4 écrivains dans le "Vent des Lettres" aux Jardins du Loriot

A l'occasion de la Journée des Peintres et des Ecrivains, organisée le 15 août 2024, aux Jardins du Loriot, quatre écrivains ont relevé un défi de taille : écrire un texte à partir de la nouvelle scène chinoise installée en mai dans le parc et extraite du grand roman chinois "Voyage vers l'Ouest".

Merci donc à Pierre Deberdt qui a coordonné cet amical défi et à ses compagnons, par ordre d'entrée en scène (!), Pierre, vétérinaire à la retraite, écrivain intarissable, peintre et sculpteur, Michel Pelé,  cuisinier également bien connu, diffuse aujourd'hui  tout son savoir-faire en publiant notamment des livres de recettes, avec beaucoup de goût. L'histoire imaginée se poursuit avec Florence Regourd, professeur d'Histoire émérite, pour laquelle rien de l'histoire en Vendée de lui est étranger, y compris dans le domaine de l'art . Il revenait à Roselyne Retureau la redoutable mission de conclure : son expérience de l'écriture des livres de jeunesse a bien servi ce récit cousu à quatre mains.

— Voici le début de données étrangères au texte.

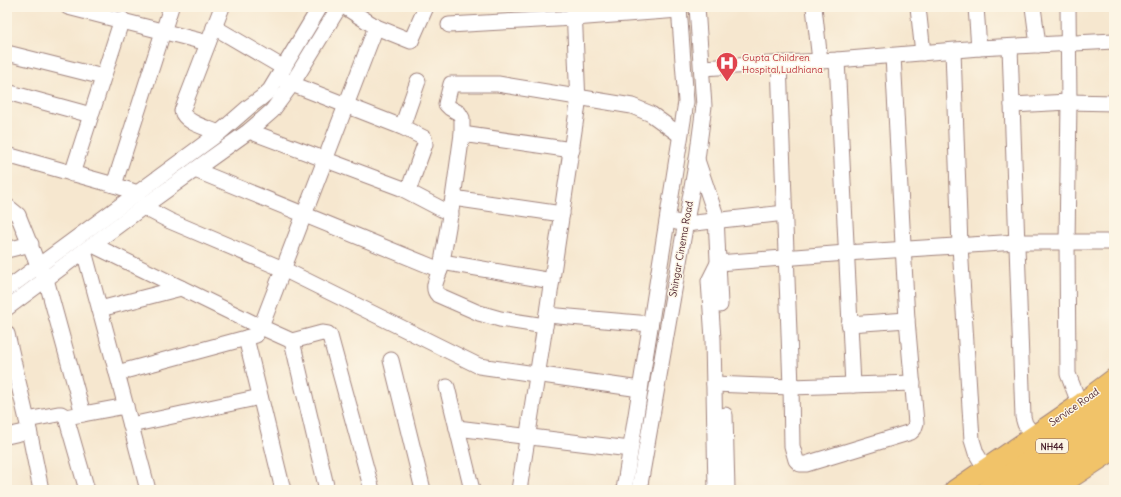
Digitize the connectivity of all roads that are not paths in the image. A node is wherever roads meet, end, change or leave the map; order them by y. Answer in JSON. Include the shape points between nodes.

Pour remercier nos écrivains, et sans doute en raison l'anecdote de La Porte des Chèvres à Fontenay-le-comte évoquée par Florence Regourd dans "Le Voyage du Dragon Petite Goule en Vendée",   je n'ai pu m'empécher de résumer le chapitre  053 - Tripitaka et Porcet font une grossesse démoniaque de Voyage Vers l'Ouest. Où il est question de deux grossesses démoniaques non voulues par Tang Sanzang (Tripitaka) et Porcet (Zhu Bajie). A propos du cochon anthropomorphe enceint, j'ai aussi voulu montrer à Pierre que l'entretien de ses connaissances vétérinaires est sans fin.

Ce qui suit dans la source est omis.